Stock-Purchase-wpcki.jpg Of all the CMBS loans that reached their maturity dates in October, 60.7% (by balance) were paid off, according to a Trepp report on October payoffs. While this figure is more than seven points below the September reading of 68.2%--which was the highest payoff level since December 2008-- considering that the payoff level has only surpassed the 60% mark three times before October (since the beginning of the recession), this number is a milestone.

In August, Trepp predicted that the CMBS loan payoff rate would probably rise in the coming months. For the remainder of the year, according to Trepp, loans maturing would be more heavily represented among earlier vintages (rather than 2006 and 2007). Because loans from those periods "were made with lower leverage and more reasonable valuations," there would be better payoff numbers in the coming months, according to Trepp. But the results from September and October surpassed expectations, the October report noted.

Along with the good news, the October Trepp report suggested that investors should be particularly careful in the trading of interest-only (IO) loans.
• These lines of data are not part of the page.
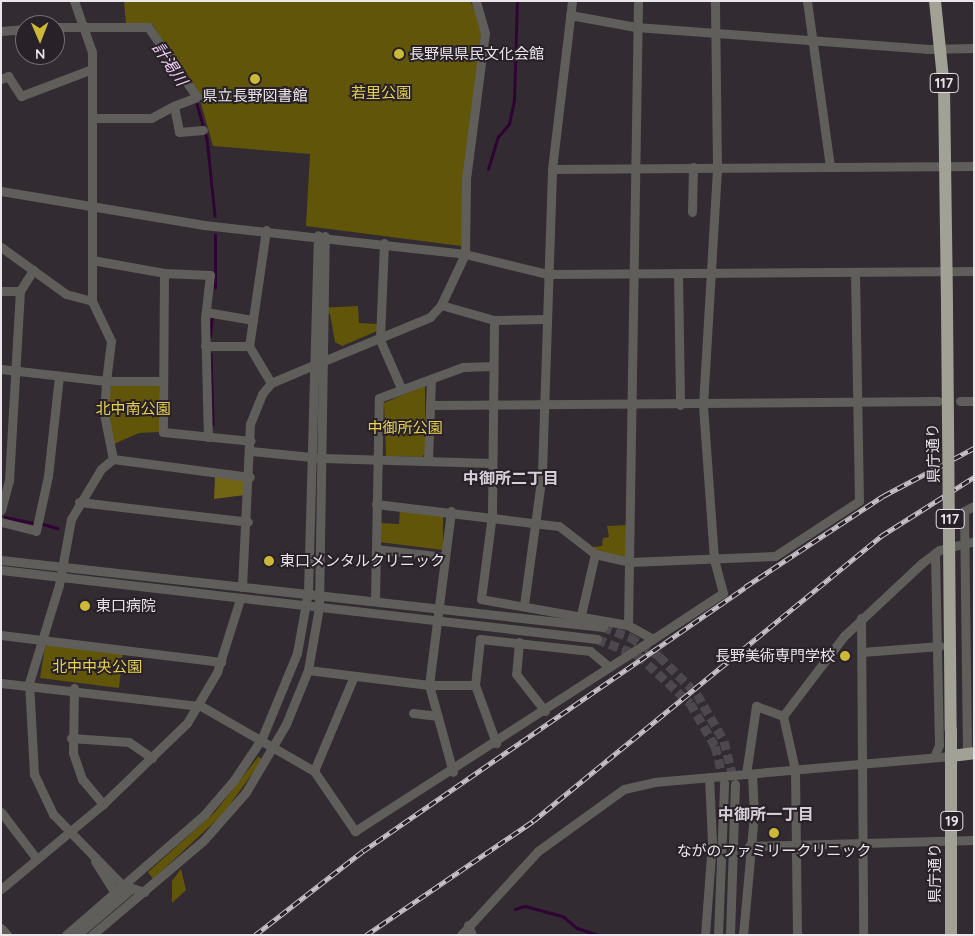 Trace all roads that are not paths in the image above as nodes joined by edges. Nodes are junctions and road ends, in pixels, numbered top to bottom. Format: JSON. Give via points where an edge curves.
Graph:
{"nodes":[{"id":1,"x":74,"y":1,"type":"edge"},
{"id":2,"x":476,"y":1,"type":"edge"},
{"id":3,"x":572,"y":1,"type":"edge"},
{"id":4,"x":638,"y":1,"type":"edge"},
{"id":5,"x":715,"y":1,"type":"edge"},
{"id":6,"x":807,"y":1,"type":"edge"},
{"id":7,"x":936,"y":1,"type":"edge"},
{"id":8,"x":570,"y":15,"type":"junction"},
{"id":9,"x":84,"y":25,"type":"junction"},
{"id":10,"x":65,"y":26,"type":"edge"},
{"id":11,"x":636,"y":27,"type":"junction"},
{"id":12,"x":15,"y":30,"type":"edge"},
{"id":13,"x":1,"y":31,"type":"edge"},
{"id":14,"x":714,"y":33,"type":"junction"},
{"id":15,"x":810,"y":38,"type":"junction"},
{"id":16,"x":974,"y":48,"type":"edge"},
{"id":17,"x":941,"y":49,"type":"junction"},
{"id":18,"x":92,"y":69,"type":"junction"},
{"id":19,"x":2,"y":77,"type":"edge"},
{"id":20,"x":174,"y":106,"type":"junction"},
{"id":21,"x":95,"y":118,"type":"junction"},
{"id":22,"x":203,"y":130,"type":"dead end"},
{"id":23,"x":830,"y":166,"type":"junction"},
{"id":24,"x":946,"y":166,"type":"junction"},
{"id":25,"x":974,"y":166,"type":"edge"},
{"id":26,"x":636,"y":167,"type":"junction"},
{"id":27,"x":693,"y":167,"type":"junction"},
{"id":28,"x":717,"y":167,"type":"junction"},
{"id":29,"x":552,"y":169,"type":"junction"},
{"id":30,"x":1,"y":190,"type":"edge"},
{"id":31,"x":94,"y":207,"type":"junction"},
{"id":32,"x":692,"y":212,"type":"dead end"},
{"id":33,"x":266,"y":230,"type":"junction"},
{"id":34,"x":321,"y":235,"type":"junction"},
{"id":35,"x":384,"y":243,"type":"junction"},
{"id":36,"x":1,"y":247,"type":"edge"},
{"id":37,"x":466,"y":254,"type":"junction"},
{"id":38,"x":92,"y":260,"type":"junction"},
{"id":39,"x":33,"y":270,"type":"junction"},
{"id":40,"x":947,"y":271,"type":"junction"},
{"id":41,"x":974,"y":271,"type":"edge"},
{"id":42,"x":712,"y":272,"type":"junction"},
{"id":43,"x":855,"y":272,"type":"junction"},
{"id":44,"x":164,"y":273,"type":"junction"},
{"id":45,"x":678,"y":273,"type":"junction"},
{"id":46,"x":547,"y":274,"type":"junction"},
{"id":47,"x":635,"y":274,"type":"junction"},
{"id":48,"x":1,"y":291,"type":"edge"},
{"id":49,"x":20,"y":291,"type":"junction"},
{"id":50,"x":92,"y":301,"type":"junction"},
{"id":51,"x":441,"y":305,"type":"junction"},
{"id":52,"x":206,"y":312,"type":"junction"},
{"id":53,"x":545,"y":319,"type":"junction"},
{"id":54,"x":253,"y":320,"type":"junction"},
{"id":55,"x":494,"y":320,"type":"junction"},
{"id":56,"x":380,"y":340,"type":"junction"},
{"id":57,"x":205,"y":346,"type":"junction"},
{"id":58,"x":249,"y":346,"type":"junction"},
{"id":59,"x":325,"y":361,"type":"junction"},
{"id":60,"x":315,"y":364,"type":"junction"},
{"id":61,"x":493,"y":366,"type":"junction"},
{"id":62,"x":1,"y":369,"type":"edge"},
{"id":63,"x":18,"y":370,"type":"junction"},
{"id":64,"x":59,"y":376,"type":"junction"},
{"id":65,"x":431,"y":379,"type":"junction"},
{"id":66,"x":106,"y":381,"type":"junction"},
{"id":67,"x":162,"y":381,"type":"junction"},
{"id":68,"x":271,"y":383,"type":"junction"},
{"id":69,"x":401,"y":388,"type":"junction"},
{"id":70,"x":938,"y":401,"type":"dead end"},
{"id":71,"x":960,"y":401,"type":"dead end"},
{"id":72,"x":974,"y":401,"type":"edge"},
{"id":73,"x":858,"y":402,"type":"junction"},
{"id":74,"x":430,"y":404,"type":"junction"},
{"id":75,"x":632,"y":404,"type":"junction"},
{"id":76,"x":495,"y":405,"type":"junction"},
{"id":77,"x":546,"y":405,"type":"junction"},
{"id":78,"x":680,"y":405,"type":"junction"},
{"id":79,"x":703,"y":405,"type":"junction"},
{"id":80,"x":208,"y":438,"type":"junction"},
{"id":81,"x":251,"y":441,"type":"junction"},
{"id":82,"x":251,"y":452,"type":"junction"},
{"id":83,"x":312,"y":458,"type":"junction"},
{"id":84,"x":322,"y":458,"type":"junction"},
{"id":85,"x":113,"y":459,"type":"junction"},
{"id":86,"x":428,"y":460,"type":"junction"},
{"id":87,"x":378,"y":461,"type":"junction"},
{"id":88,"x":492,"y":463,"type":"junction"},
{"id":89,"x":250,"y":476,"type":"junction"},
{"id":90,"x":79,"y":502,"type":"junction"},
{"id":91,"x":376,"y":504,"type":"junction"},
{"id":92,"x":974,"y":506,"type":"edge"},
{"id":93,"x":1,"y":510,"type":"edge"},
{"id":94,"x":451,"y":511,"type":"junction"},
{"id":95,"x":492,"y":514,"type":"junction"},
{"id":96,"x":538,"y":521,"type":"junction"},
{"id":97,"x":1,"y":522,"type":"edge"},
{"id":98,"x":248,"y":522,"type":"junction"},
{"id":99,"x":964,"y":541,"type":"junction"},
{"id":100,"x":974,"y":541,"type":"edge"},
{"id":101,"x":376,"y":549,"type":"junction"},
{"id":102,"x":935,"y":553,"type":"junction"},
{"id":103,"x":595,"y":554,"type":"junction"},
{"id":104,"x":445,"y":557,"type":"junction"},
{"id":105,"x":714,"y":559,"type":"junction"},
{"id":106,"x":1,"y":560,"type":"edge"},
{"id":107,"x":630,"y":562,"type":"junction"},
{"id":108,"x":1,"y":570,"type":"edge"},
{"id":109,"x":62,"y":571,"type":"junction"},
{"id":110,"x":242,"y":587,"type":"junction"},
{"id":111,"x":308,"y":592,"type":"junction"},
{"id":112,"x":319,"y":593,"type":"junction"},
{"id":113,"x":240,"y":599,"type":"junction"},
{"id":114,"x":375,"y":600,"type":"junction"},
{"id":115,"x":306,"y":606,"type":"junction"},
{"id":116,"x":524,"y":606,"type":"junction"},
{"id":117,"x":319,"y":607,"type":"junction"},
{"id":118,"x":440,"y":608,"type":"junction"},
{"id":119,"x":581,"y":615,"type":"junction"},
{"id":120,"x":861,"y":618,"type":"junction"},
{"id":121,"x":437,"y":620,"type":"junction"},
{"id":122,"x":628,"y":625,"type":"junction"},
{"id":123,"x":603,"y":627,"type":"tunnel mouth"},
{"id":124,"x":1,"y":635,"type":"edge"},
{"id":125,"x":41,"y":639,"type":"junction"},
{"id":126,"x":596,"y":639,"type":"tunnel mouth"},
{"id":127,"x":653,"y":639,"type":"junction"},
{"id":128,"x":519,"y":642,"type":"junction"},
{"id":129,"x":968,"y":643,"type":"edge"},
{"id":130,"x":938,"y":646,"type":"junction"},
{"id":131,"x":862,"y":652,"type":"junction"},
{"id":132,"x":220,"y":662,"type":"junction"},
{"id":133,"x":609,"y":666,"type":"junction"},
{"id":134,"x":308,"y":670,"type":"junction"},
{"id":135,"x":353,"y":678,"type":"junction"},
{"id":136,"x":1,"y":683,"type":"edge"},
{"id":137,"x":29,"y":683,"type":"junction"},
{"id":138,"x":429,"y":685,"type":"junction"},
{"id":139,"x":474,"y":685,"type":"junction"},
{"id":140,"x":74,"y":688,"type":"junction"},
{"id":141,"x":201,"y":706,"type":"junction"},
{"id":142,"x":545,"y":712,"type":"junction"},
{"id":143,"x":414,"y":713,"type":"dead end"},
{"id":144,"x":438,"y":716,"type":"junction"},
{"id":145,"x":783,"y":716,"type":"junction"},
{"id":146,"x":71,"y":738,"type":"junction"},
{"id":147,"x":262,"y":738,"type":"junction"},
{"id":148,"x":496,"y":743,"type":"junction"},
{"id":149,"x":276,"y":745,"type":"junction"},
{"id":150,"x":970,"y":753,"type":"edge"},
{"id":151,"x":951,"y":756,"type":"junction"},
{"id":152,"x":934,"y":757,"type":"junction"},
{"id":153,"x":152,"y":758,"type":"junction"},
{"id":154,"x":862,"y":764,"type":"junction"},
{"id":155,"x":314,"y":770,"type":"junction"},
{"id":156,"x":795,"y":770,"type":"junction"},
{"id":157,"x":453,"y":772,"type":"junction"},
{"id":158,"x":749,"y":774,"type":"junction"},
{"id":159,"x":709,"y":777,"type":"junction"},
{"id":160,"x":724,"y":783,"type":"tunnel mouth"},
{"id":161,"x":735,"y":784,"type":"tunnel mouth"},
{"id":162,"x":102,"y":804,"type":"junction"},
{"id":163,"x":1,"y":812,"type":"edge"},
{"id":164,"x":70,"y":832,"type":"junction"},
{"id":165,"x":952,"y":840,"type":"junction"},
{"id":166,"x":974,"y":840,"type":"edge"},
{"id":167,"x":863,"y":843,"type":"junction"},
{"id":168,"x":796,"y":845,"type":"junction"},
{"id":169,"x":749,"y":846,"type":"junction"},
{"id":170,"x":36,"y":858,"type":"junction"},
{"id":171,"x":95,"y":861,"type":"junction"},
{"id":172,"x":123,"y":886,"type":"junction"},
{"id":173,"x":1,"y":889,"type":"edge"},
{"id":174,"x":144,"y":892,"type":"junction"},
{"id":175,"x":115,"y":893,"type":"junction"},
{"id":176,"x":468,"y":925,"type":"junction"},
{"id":177,"x":1,"y":928,"type":"edge"},
{"id":178,"x":7,"y":935,"type":"edge"},
{"id":179,"x":66,"y":935,"type":"edge"},
{"id":180,"x":77,"y":935,"type":"edge"},
{"id":181,"x":92,"y":935,"type":"edge"},
{"id":182,"x":461,"y":935,"type":"edge"},
{"id":183,"x":472,"y":935,"type":"edge"},
{"id":184,"x":705,"y":935,"type":"edge"},
{"id":185,"x":718,"y":935,"type":"edge"},
{"id":186,"x":730,"y":935,"type":"edge"},
{"id":187,"x":743,"y":935,"type":"edge"},
{"id":188,"x":797,"y":935,"type":"edge"},
{"id":189,"x":863,"y":935,"type":"edge"},
{"id":190,"x":951,"y":935,"type":"edge"}],
"edges":[{"from":1,"to":9,"type":"street"},
{"from":2,"to":37,"type":"street","via":[[485,33],[466,179]]},
{"from":3,"to":8,"type":"street"},
{"from":4,"to":11,"type":"street"},
{"from":5,"to":14,"type":"street"},
{"from":6,"to":15,"type":"street"},
{"from":7,"to":17,"type":"highway","name":"県庁通り","number":"117"},
{"from":8,"to":11,"type":"street"},
{"from":8,"to":29,"type":"street"},
{"from":9,"to":10,"type":"street"},
{"from":9,"to":18,"type":"street"},
{"from":9,"to":20,"type":"street","via":[[148,27],[197,98]]},
{"from":11,"to":14,"type":"street"},
{"from":11,"to":26,"type":"street"},
{"from":12,"to":13,"type":"street"},
{"from":14,"to":15,"type":"street"},
{"from":14,"to":28,"type":"street"},
{"from":15,"to":17,"type":"street"},
{"from":15,"to":23,"type":"street"},
{"from":16,"to":17,"type":"street"},
{"from":17,"to":24,"type":"highway","name":"県庁通り","number":"117"},
{"from":18,"to":19,"type":"street","via":[[21,96],[8,76]]},
{"from":18,"to":21,"type":"street"},
{"from":20,"to":21,"type":"street","via":[[151,118]]},
{"from":20,"to":22,"type":"street","via":[[179,132]]},
{"from":21,"to":31,"type":"street"},
{"from":23,"to":24,"type":"street"},
{"from":23,"to":28,"type":"street"},
{"from":24,"to":25,"type":"street"},
{"from":24,"to":40,"type":"highway","name":"県庁通り","number":"117"},
{"from":26,"to":27,"type":"street"},
{"from":26,"to":29,"type":"street"},
{"from":26,"to":47,"type":"street"},
{"from":27,"to":28,"type":"street"},
{"from":27,"to":32,"type":"street"},
{"from":28,"to":42,"type":"street"},
{"from":29,"to":46,"type":"street"},
{"from":30,"to":31,"type":"street"},
{"from":31,"to":33,"type":"street","via":[[204,225]]},
{"from":31,"to":38,"type":"street"},
{"from":33,"to":34,"type":"street"},
{"from":33,"to":54,"type":"street"},
{"from":34,"to":35,"type":"street"},
{"from":34,"to":59,"type":"street"},
{"from":34,"to":60,"type":"street"},
{"from":35,"to":37,"type":"street"},
{"from":35,"to":56,"type":"street"},
{"from":36,"to":39,"type":"street"},
{"from":37,"to":46,"type":"street"},
{"from":37,"to":51,"type":"street"},
{"from":38,"to":44,"type":"street"},
{"from":38,"to":50,"type":"street"},
{"from":39,"to":49,"type":"street"},
{"from":39,"to":50,"type":"street","via":[[66,294]]},
{"from":40,"to":41,"type":"street"},
{"from":40,"to":43,"type":"street"},
{"from":40,"to":151,"type":"highway","name":"県庁通り","number":"117","bridge":true},
{"from":42,"to":43,"type":"street"},
{"from":42,"to":45,"type":"street"},
{"from":42,"to":79,"type":"street"},
{"from":43,"to":73,"type":"street"},
{"from":44,"to":52,"type":"street","via":[[210,276]]},
{"from":44,"to":67,"type":"street"},
{"from":45,"to":47,"type":"street"},
{"from":45,"to":78,"type":"street"},
{"from":46,"to":47,"type":"street"},
{"from":46,"to":53,"type":"street"},
{"from":47,"to":75,"type":"street"},
{"from":48,"to":49,"type":"street"},
{"from":49,"to":63,"type":"street"},
{"from":50,"to":66,"type":"street","via":[[111,341]]},
{"from":51,"to":55,"type":"street"},
{"from":51,"to":56,"type":"street","via":[[420,324]]},
{"from":52,"to":54,"type":"street"},
{"from":52,"to":57,"type":"street"},
{"from":53,"to":55,"type":"street"},
{"from":53,"to":77,"type":"street"},
{"from":54,"to":58,"type":"street"},
{"from":55,"to":61,"type":"street"},
{"from":56,"to":59,"type":"street"},
{"from":56,"to":69,"type":"street"},
{"from":57,"to":58,"type":"street"},
{"from":57,"to":80,"type":"street"},
{"from":58,"to":68,"type":"street"},
{"from":59,"to":60,"type":"street"},
{"from":59,"to":84,"type":"street"},
{"from":60,"to":68,"type":"street"},
{"from":60,"to":83,"type":"street"},
{"from":61,"to":65,"type":"street","via":[[463,367]]},
{"from":61,"to":76,"type":"street"},
{"from":62,"to":63,"type":"street"},
{"from":63,"to":64,"type":"street"},
{"from":63,"to":93,"type":"street","via":[[9,481]]},
{"from":64,"to":66,"type":"street"},
{"from":64,"to":97,"type":"street","via":[[48,476],[36,530]]},
{"from":65,"to":69,"type":"street"},
{"from":65,"to":74,"type":"street"},
{"from":66,"to":67,"type":"street"},
{"from":66,"to":85,"type":"street","via":[[104,414]]},
{"from":67,"to":80,"type":"street","via":[[163,432]]},
{"from":68,"to":81,"type":"street","via":[[253,411]]},
{"from":69,"to":87,"type":"street","via":[[379,398]]},
{"from":70,"to":73,"type":"street"},
{"from":71,"to":72,"type":"street"},
{"from":73,"to":79,"type":"street"},
{"from":73,"to":105,"type":"street","via":[[859,501],[775,556]]},
{"from":74,"to":76,"type":"street"},
{"from":74,"to":86,"type":"street"},
{"from":75,"to":77,"type":"street"},
{"from":75,"to":78,"type":"street"},
{"from":75,"to":107,"type":"street"},
{"from":76,"to":77,"type":"street"},
{"from":76,"to":88,"type":"street"},
{"from":77,"to":96,"type":"street"},
{"from":78,"to":79,"type":"street"},
{"from":79,"to":105,"type":"street"},
{"from":80,"to":81,"type":"street"},
{"from":81,"to":82,"type":"street"},
{"from":82,"to":83,"type":"street"},
{"from":82,"to":89,"type":"street"},
{"from":83,"to":84,"type":"street"},
{"from":83,"to":111,"type":"street"},
{"from":84,"to":87,"type":"street"},
{"from":84,"to":112,"type":"street"},
{"from":85,"to":89,"type":"street"},
{"from":85,"to":90,"type":"street"},
{"from":86,"to":87,"type":"street"},
{"from":86,"to":88,"type":"street"},
{"from":87,"to":91,"type":"street"},
{"from":88,"to":95,"type":"street"},
{"from":89,"to":98,"type":"street"},
{"from":90,"to":98,"type":"street"},
{"from":90,"to":109,"type":"street"},
{"from":91,"to":94,"type":"street"},
{"from":91,"to":101,"type":"street"},
{"from":92,"to":99,"type":"street","via":[[964,511]]},
{"from":94,"to":95,"type":"street"},
{"from":94,"to":104,"type":"street"},
{"from":95,"to":96,"type":"street"},
{"from":95,"to":116,"type":"street","via":[[481,599]]},
{"from":96,"to":103,"type":"street","via":[[559,526]]},
{"from":96,"to":116,"type":"street"},
{"from":98,"to":110,"type":"street"},
{"from":99,"to":100,"type":"street"},
{"from":99,"to":102,"type":"street"},
{"from":99,"to":129,"type":"street"},
{"from":101,"to":104,"type":"street"},
{"from":101,"to":114,"type":"street"},
{"from":102,"to":120,"type":"street"},
{"from":102,"to":130,"type":"street"},
{"from":103,"to":107,"type":"street"},
{"from":103,"to":119,"type":"street"},
{"from":104,"to":118,"type":"street"},
{"from":105,"to":107,"type":"street"},
{"from":105,"to":127,"type":"street","via":[[723,593]]},
{"from":106,"to":109,"type":"street"},
{"from":107,"to":122,"type":"street"},
{"from":108,"to":109,"type":"street"},
{"from":109,"to":110,"type":"street"},
{"from":109,"to":113,"type":"street"},
{"from":109,"to":125,"type":"street"},
{"from":110,"to":111,"type":"street"},
{"from":111,"to":112,"type":"street"},
{"from":111,"to":115,"type":"street"},
{"from":112,"to":114,"type":"street"},
{"from":112,"to":117,"type":"street"},
{"from":113,"to":115,"type":"street"},
{"from":113,"to":132,"type":"street"},
{"from":114,"to":118,"type":"street"},
{"from":115,"to":117,"type":"street"},
{"from":115,"to":147,"type":"street","via":[[297,653]]},
{"from":116,"to":119,"type":"street"},
{"from":117,"to":121,"type":"street"},
{"from":117,"to":134,"type":"street"},
{"from":118,"to":121,"type":"street"},
{"from":118,"to":123,"type":"street"},
{"from":119,"to":122,"type":"street"},
{"from":120,"to":131,"type":"street"},
{"from":120,"to":145,"type":"street"},
{"from":121,"to":126,"type":"street"},
{"from":121,"to":138,"type":"street"},
{"from":122,"to":127,"type":"street"},
{"from":124,"to":125,"type":"street"},
{"from":125,"to":132,"type":"street"},
{"from":125,"to":137,"type":"street"},
{"from":127,"to":133,"type":"street"},
{"from":128,"to":133,"type":"street","via":[[590,651]]},
{"from":128,"to":139,"type":"street","via":[[480,639]]},
{"from":128,"to":142,"type":"street","via":[[516,674]]},
{"from":129,"to":150,"type":"street"},
{"from":130,"to":131,"type":"street"},
{"from":130,"to":152,"type":"street","via":[[939,745]]},
{"from":131,"to":154,"type":"street"},
{"from":132,"to":141,"type":"street"},
{"from":133,"to":142,"type":"street"},
{"from":134,"to":135,"type":"street"},
{"from":134,"to":149,"type":"street"},
{"from":135,"to":138,"type":"street"},
{"from":135,"to":155,"type":"street"},
{"from":136,"to":137,"type":"street"},
{"from":137,"to":140,"type":"street"},
{"from":137,"to":164,"type":"street","via":[[34,774],[53,814]]},
{"from":138,"to":139,"type":"street"},
{"from":138,"to":144,"type":"street"},
{"from":139,"to":148,"type":"street"},
{"from":140,"to":141,"type":"street"},
{"from":140,"to":146,"type":"street"},
{"from":141,"to":147,"type":"street"},
{"from":141,"to":153,"type":"street"},
{"from":142,"to":148,"type":"street"},
{"from":143,"to":144,"type":"street"},
{"from":144,"to":157,"type":"street"},
{"from":145,"to":156,"type":"street"},
{"from":145,"to":158,"type":"street","via":[[756,706]]},
{"from":146,"to":153,"type":"street","via":[[129,742]]},
{"from":146,"to":162,"type":"street","via":[[77,768]]},
{"from":147,"to":149,"type":"street"},
{"from":147,"to":172,"type":"street","via":[[204,815]]},
{"from":148,"to":157,"type":"street"},
{"from":149,"to":155,"type":"street"},
{"from":149,"to":174,"type":"street","via":[[246,792],[218,825]]},
{"from":150,"to":151,"type":"highway"},
{"from":151,"to":152,"type":"street"},
{"from":151,"to":165,"type":"highway","name":"県庁通り","number":"19"},
{"from":152,"to":154,"type":"street"},
{"from":153,"to":162,"type":"street"},
{"from":154,"to":156,"type":"street"},
{"from":154,"to":167,"type":"street"},
{"from":155,"to":157,"type":"street","via":[[355,831]]},
{"from":156,"to":158,"type":"street"},
{"from":156,"to":168,"type":"street"},
{"from":158,"to":159,"type":"street"},
{"from":158,"to":169,"type":"street","via":[[754,814]]},
{"from":159,"to":176,"type":"street","via":[[654,782],[619,792],[538,851]]},
{"from":159,"to":184,"type":"street","via":[[712,866]]},
{"from":160,"to":185,"type":"street"},
{"from":161,"to":186,"type":"street"},
{"from":162,"to":164,"type":"street"},
{"from":163,"to":170,"type":"street"},
{"from":164,"to":170,"type":"street"},
{"from":164,"to":171,"type":"street"},
{"from":165,"to":166,"type":"street"},
{"from":165,"to":167,"type":"street"},
{"from":165,"to":190,"type":"highway","name":"県庁通り","number":"19"},
{"from":167,"to":168,"type":"street"},
{"from":167,"to":189,"type":"street"},
{"from":168,"to":169,"type":"street"},
{"from":168,"to":188,"type":"street"},
{"from":169,"to":187,"type":"street"},
{"from":170,"to":173,"type":"street"},
{"from":171,"to":172,"type":"street"},
{"from":171,"to":175,"type":"street"},
{"from":172,"to":175,"type":"street"},
{"from":174,"to":180,"type":"street","via":[[132,888]]},
{"from":174,"to":181,"type":"street"},
{"from":175,"to":179,"type":"street"},
{"from":176,"to":182,"type":"street"},
{"from":176,"to":183,"type":"street"},
{"from":177,"to":178,"type":"street"}]}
In spite of the concern about interest-only loans in the past,   spreads for them have dropped dramatically over the last few years, based on the expectation that many of them would be extended when they reached their maturity dates, said the Trepp report.

Although the makeup of the underlying loans in a CMBS pool is certainly important, according to the Trepp October report, and loans from 2004 will have a better chance of being paid off on time than those from 2007, it nevertheless suggested that renewed confidence in the CMBS market should make investors reevaluate the CMBS market. With new CMBS spreads at their tightest levels in four years, and with US treasuries at near historic lows, more loans should be refinanceable now than anytime since 2008.     

The October reading of 60.7% was more than 16 points above the 12-month average of 44.3%, a number derived by adding up the averages for each month and dividing by 12. By loan count, as opposed to balance, 59.7% of CMBS loans paid off in October. On the same basis, the 12-month rolling average is now 54.1%.

Before 2008, monthly pay-off percentages were typically well over 70%, according to Trepp. But since the beginning of 2009, there have only been six months in which more than half of the balance of loans reaching their balloon dates were paid off.